**What to produce**
One number is the whole answer: the tally of lines in the records below that contain "Senador".
━━━━━ Information ━━━━━
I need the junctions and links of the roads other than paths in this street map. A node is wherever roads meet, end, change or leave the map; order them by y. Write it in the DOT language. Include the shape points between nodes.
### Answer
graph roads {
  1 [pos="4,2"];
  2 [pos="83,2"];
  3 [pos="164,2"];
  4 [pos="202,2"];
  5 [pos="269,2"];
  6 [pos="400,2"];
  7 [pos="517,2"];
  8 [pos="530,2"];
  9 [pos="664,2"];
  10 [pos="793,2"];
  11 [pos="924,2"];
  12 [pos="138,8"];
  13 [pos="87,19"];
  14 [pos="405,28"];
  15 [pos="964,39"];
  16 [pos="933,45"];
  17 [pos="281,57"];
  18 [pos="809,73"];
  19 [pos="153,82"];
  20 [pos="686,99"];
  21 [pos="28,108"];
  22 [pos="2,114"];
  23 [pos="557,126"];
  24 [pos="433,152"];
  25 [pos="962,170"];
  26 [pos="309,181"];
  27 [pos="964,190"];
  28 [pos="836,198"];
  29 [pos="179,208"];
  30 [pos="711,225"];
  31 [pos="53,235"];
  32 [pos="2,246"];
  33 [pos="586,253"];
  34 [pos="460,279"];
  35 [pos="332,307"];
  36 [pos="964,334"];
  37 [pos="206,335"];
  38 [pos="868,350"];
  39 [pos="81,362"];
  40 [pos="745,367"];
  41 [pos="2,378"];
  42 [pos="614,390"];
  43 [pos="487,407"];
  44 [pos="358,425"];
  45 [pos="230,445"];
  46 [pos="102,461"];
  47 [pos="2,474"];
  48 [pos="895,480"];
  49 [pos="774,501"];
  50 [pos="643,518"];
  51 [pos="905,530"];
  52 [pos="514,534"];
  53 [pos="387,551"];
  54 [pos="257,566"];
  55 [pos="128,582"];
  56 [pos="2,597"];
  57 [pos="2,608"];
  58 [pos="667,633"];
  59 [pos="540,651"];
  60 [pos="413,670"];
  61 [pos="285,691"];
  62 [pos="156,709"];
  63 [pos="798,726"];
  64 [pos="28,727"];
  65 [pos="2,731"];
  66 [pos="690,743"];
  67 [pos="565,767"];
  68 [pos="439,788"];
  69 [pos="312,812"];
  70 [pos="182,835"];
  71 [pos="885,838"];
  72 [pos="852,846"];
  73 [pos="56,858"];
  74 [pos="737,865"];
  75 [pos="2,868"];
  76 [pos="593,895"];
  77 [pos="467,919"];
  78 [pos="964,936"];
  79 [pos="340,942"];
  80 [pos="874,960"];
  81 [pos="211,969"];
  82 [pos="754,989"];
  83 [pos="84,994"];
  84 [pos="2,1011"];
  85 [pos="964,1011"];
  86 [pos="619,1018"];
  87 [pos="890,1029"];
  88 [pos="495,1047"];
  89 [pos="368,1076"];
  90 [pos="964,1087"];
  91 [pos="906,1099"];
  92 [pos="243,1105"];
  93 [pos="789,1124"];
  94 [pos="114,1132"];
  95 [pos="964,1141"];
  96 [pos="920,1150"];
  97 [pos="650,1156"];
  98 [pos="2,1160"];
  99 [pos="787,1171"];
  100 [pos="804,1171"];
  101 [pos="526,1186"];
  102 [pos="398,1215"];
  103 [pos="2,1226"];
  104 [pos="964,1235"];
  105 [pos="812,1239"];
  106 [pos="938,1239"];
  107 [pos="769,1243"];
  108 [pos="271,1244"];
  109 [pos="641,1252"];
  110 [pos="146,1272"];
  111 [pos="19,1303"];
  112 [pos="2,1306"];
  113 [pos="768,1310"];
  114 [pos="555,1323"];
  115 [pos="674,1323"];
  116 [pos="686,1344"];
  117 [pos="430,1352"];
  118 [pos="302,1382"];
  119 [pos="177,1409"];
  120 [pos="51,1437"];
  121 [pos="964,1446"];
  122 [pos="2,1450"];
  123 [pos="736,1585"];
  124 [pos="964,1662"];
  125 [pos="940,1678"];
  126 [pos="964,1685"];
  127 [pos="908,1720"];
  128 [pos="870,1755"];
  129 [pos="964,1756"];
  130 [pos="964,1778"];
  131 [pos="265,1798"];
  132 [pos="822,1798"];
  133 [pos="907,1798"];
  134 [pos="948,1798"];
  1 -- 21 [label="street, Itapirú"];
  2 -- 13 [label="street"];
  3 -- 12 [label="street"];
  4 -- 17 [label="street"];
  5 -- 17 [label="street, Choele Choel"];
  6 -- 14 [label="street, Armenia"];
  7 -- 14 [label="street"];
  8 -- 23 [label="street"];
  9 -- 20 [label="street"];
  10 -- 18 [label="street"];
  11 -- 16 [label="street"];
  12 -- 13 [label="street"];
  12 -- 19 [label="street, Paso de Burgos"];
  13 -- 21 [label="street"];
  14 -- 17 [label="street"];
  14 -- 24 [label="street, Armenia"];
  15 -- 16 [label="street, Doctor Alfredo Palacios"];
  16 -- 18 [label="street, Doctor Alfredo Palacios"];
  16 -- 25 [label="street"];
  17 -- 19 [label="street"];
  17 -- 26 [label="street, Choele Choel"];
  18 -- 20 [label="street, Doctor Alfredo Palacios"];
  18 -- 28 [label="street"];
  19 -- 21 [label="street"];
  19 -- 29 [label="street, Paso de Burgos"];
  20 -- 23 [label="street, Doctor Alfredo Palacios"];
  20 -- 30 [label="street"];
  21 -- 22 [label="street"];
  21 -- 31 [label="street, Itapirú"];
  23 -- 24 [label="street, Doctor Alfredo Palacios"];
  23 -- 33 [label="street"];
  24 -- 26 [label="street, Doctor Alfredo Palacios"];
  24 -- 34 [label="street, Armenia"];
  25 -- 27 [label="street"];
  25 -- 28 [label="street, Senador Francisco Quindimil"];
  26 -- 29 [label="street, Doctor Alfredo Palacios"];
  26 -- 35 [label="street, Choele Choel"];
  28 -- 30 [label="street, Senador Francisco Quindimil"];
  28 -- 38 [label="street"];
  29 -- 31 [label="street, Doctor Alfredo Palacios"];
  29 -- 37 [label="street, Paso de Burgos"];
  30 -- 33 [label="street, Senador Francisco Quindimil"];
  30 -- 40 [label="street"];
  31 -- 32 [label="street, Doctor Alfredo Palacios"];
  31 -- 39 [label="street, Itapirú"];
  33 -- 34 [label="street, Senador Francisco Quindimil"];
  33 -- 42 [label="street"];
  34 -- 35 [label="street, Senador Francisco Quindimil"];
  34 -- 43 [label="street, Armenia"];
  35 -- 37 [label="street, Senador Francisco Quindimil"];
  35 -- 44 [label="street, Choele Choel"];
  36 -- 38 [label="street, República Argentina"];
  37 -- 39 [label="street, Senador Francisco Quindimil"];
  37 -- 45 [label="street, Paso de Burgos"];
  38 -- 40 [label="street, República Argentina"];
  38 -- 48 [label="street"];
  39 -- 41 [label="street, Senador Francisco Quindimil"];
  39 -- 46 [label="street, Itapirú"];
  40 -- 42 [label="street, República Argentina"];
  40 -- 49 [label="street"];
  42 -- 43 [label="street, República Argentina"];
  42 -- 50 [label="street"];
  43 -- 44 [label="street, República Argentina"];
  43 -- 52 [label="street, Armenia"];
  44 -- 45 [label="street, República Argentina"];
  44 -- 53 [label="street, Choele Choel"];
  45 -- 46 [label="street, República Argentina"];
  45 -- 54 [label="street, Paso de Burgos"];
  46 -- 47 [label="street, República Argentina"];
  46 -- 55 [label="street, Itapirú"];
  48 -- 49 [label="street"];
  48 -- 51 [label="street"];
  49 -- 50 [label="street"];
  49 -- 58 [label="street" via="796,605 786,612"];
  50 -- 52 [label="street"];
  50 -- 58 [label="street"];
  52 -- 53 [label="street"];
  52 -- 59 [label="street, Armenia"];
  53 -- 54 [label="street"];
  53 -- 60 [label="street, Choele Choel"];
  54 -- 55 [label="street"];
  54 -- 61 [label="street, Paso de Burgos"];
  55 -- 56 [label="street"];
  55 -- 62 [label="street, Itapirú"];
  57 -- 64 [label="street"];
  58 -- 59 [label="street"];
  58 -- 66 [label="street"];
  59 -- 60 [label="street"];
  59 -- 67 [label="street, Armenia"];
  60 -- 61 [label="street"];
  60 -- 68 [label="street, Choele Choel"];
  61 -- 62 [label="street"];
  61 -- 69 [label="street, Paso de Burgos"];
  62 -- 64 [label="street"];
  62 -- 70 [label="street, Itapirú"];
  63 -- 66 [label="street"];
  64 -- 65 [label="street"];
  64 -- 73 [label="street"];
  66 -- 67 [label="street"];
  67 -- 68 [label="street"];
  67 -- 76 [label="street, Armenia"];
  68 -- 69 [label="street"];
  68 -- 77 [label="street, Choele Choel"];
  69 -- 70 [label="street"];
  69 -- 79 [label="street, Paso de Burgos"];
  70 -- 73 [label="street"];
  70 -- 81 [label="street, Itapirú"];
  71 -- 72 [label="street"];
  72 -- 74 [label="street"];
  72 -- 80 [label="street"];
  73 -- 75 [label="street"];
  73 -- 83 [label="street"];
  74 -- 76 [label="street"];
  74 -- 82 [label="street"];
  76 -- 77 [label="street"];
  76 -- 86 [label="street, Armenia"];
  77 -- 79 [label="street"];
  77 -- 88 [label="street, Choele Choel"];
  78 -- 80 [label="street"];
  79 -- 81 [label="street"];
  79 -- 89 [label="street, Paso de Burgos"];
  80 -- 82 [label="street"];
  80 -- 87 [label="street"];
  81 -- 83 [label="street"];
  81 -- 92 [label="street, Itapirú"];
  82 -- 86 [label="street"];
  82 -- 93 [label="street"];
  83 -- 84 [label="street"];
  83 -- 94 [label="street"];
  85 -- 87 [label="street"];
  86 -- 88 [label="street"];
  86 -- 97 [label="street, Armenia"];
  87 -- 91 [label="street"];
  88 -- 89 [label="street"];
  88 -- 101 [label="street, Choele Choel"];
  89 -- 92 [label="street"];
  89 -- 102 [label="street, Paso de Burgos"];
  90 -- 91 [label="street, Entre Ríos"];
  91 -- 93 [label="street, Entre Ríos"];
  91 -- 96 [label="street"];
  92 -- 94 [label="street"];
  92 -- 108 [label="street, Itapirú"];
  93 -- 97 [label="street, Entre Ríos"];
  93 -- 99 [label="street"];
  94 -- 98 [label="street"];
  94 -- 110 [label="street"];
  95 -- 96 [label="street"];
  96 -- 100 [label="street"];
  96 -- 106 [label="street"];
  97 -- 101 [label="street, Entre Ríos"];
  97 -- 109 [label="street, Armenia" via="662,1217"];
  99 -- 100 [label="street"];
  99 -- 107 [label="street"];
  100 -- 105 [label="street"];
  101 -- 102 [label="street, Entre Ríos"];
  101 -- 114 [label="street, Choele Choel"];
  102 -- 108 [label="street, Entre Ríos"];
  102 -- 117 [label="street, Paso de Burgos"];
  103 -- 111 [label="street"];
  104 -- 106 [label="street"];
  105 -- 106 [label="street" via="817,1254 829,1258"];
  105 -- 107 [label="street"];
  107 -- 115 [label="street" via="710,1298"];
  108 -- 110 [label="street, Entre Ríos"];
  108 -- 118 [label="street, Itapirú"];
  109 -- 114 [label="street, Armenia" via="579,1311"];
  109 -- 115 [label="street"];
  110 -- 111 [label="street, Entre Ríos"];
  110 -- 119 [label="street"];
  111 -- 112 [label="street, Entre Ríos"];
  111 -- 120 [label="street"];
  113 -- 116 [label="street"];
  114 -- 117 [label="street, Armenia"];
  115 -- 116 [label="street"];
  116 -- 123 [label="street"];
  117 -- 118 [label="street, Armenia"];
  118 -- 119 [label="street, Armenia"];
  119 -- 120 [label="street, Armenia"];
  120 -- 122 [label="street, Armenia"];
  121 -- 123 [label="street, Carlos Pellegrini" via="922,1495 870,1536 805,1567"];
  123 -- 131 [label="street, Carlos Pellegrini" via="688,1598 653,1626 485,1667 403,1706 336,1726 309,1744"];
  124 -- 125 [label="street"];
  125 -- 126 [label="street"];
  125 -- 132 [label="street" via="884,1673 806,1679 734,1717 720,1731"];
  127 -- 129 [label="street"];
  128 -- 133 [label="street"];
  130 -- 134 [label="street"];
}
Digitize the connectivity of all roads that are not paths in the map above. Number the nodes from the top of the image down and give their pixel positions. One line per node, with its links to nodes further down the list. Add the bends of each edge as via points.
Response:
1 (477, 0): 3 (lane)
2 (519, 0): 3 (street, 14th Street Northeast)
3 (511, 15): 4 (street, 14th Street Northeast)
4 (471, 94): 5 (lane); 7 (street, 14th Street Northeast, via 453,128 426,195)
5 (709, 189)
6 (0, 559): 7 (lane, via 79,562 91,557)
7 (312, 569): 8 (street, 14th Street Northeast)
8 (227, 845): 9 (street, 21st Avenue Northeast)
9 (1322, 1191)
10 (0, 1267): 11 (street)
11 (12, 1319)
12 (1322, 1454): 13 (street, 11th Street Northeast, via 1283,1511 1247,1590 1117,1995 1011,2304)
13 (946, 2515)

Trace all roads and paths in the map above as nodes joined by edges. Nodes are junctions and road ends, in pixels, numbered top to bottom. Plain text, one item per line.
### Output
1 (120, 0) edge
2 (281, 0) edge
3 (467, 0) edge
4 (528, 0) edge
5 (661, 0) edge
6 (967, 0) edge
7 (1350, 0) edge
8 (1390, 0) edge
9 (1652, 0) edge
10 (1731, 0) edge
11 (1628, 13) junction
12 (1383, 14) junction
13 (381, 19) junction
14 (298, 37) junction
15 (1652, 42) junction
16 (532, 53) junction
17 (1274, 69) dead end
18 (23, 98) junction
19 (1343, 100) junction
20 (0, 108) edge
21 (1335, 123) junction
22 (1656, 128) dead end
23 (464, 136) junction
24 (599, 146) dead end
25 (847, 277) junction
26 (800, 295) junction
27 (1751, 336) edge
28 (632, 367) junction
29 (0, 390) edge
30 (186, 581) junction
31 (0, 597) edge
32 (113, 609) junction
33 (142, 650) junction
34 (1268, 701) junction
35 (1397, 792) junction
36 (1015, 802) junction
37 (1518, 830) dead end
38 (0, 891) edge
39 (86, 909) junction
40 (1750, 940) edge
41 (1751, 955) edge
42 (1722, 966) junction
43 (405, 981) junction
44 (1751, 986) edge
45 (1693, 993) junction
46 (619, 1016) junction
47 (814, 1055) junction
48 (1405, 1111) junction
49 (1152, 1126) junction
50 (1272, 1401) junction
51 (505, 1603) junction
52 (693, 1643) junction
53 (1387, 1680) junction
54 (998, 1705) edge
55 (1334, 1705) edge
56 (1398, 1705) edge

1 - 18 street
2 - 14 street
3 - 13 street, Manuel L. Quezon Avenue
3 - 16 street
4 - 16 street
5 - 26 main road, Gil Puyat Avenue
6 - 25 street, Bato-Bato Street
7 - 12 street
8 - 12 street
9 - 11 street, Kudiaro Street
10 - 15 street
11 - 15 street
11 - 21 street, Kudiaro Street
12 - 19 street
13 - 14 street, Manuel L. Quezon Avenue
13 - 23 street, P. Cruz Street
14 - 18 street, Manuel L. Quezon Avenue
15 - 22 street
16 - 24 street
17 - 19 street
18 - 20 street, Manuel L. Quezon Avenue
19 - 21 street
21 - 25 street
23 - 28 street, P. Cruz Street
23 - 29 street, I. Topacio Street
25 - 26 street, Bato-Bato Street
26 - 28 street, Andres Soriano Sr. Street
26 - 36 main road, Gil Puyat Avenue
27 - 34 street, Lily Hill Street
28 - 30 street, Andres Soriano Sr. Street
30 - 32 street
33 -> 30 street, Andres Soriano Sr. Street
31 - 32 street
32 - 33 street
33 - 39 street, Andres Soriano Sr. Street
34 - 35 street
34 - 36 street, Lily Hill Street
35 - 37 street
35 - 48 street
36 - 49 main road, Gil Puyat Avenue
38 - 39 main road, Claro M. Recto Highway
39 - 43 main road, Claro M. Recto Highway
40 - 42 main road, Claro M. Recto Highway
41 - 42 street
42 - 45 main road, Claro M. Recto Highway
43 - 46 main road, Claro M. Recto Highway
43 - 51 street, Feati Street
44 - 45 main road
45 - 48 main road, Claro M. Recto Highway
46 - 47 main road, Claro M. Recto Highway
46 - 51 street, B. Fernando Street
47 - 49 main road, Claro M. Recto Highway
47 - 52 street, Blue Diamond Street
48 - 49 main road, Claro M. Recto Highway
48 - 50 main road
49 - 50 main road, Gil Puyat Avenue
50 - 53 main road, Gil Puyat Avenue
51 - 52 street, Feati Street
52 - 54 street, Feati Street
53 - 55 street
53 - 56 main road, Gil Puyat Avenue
━━━━━
**The completed task**
8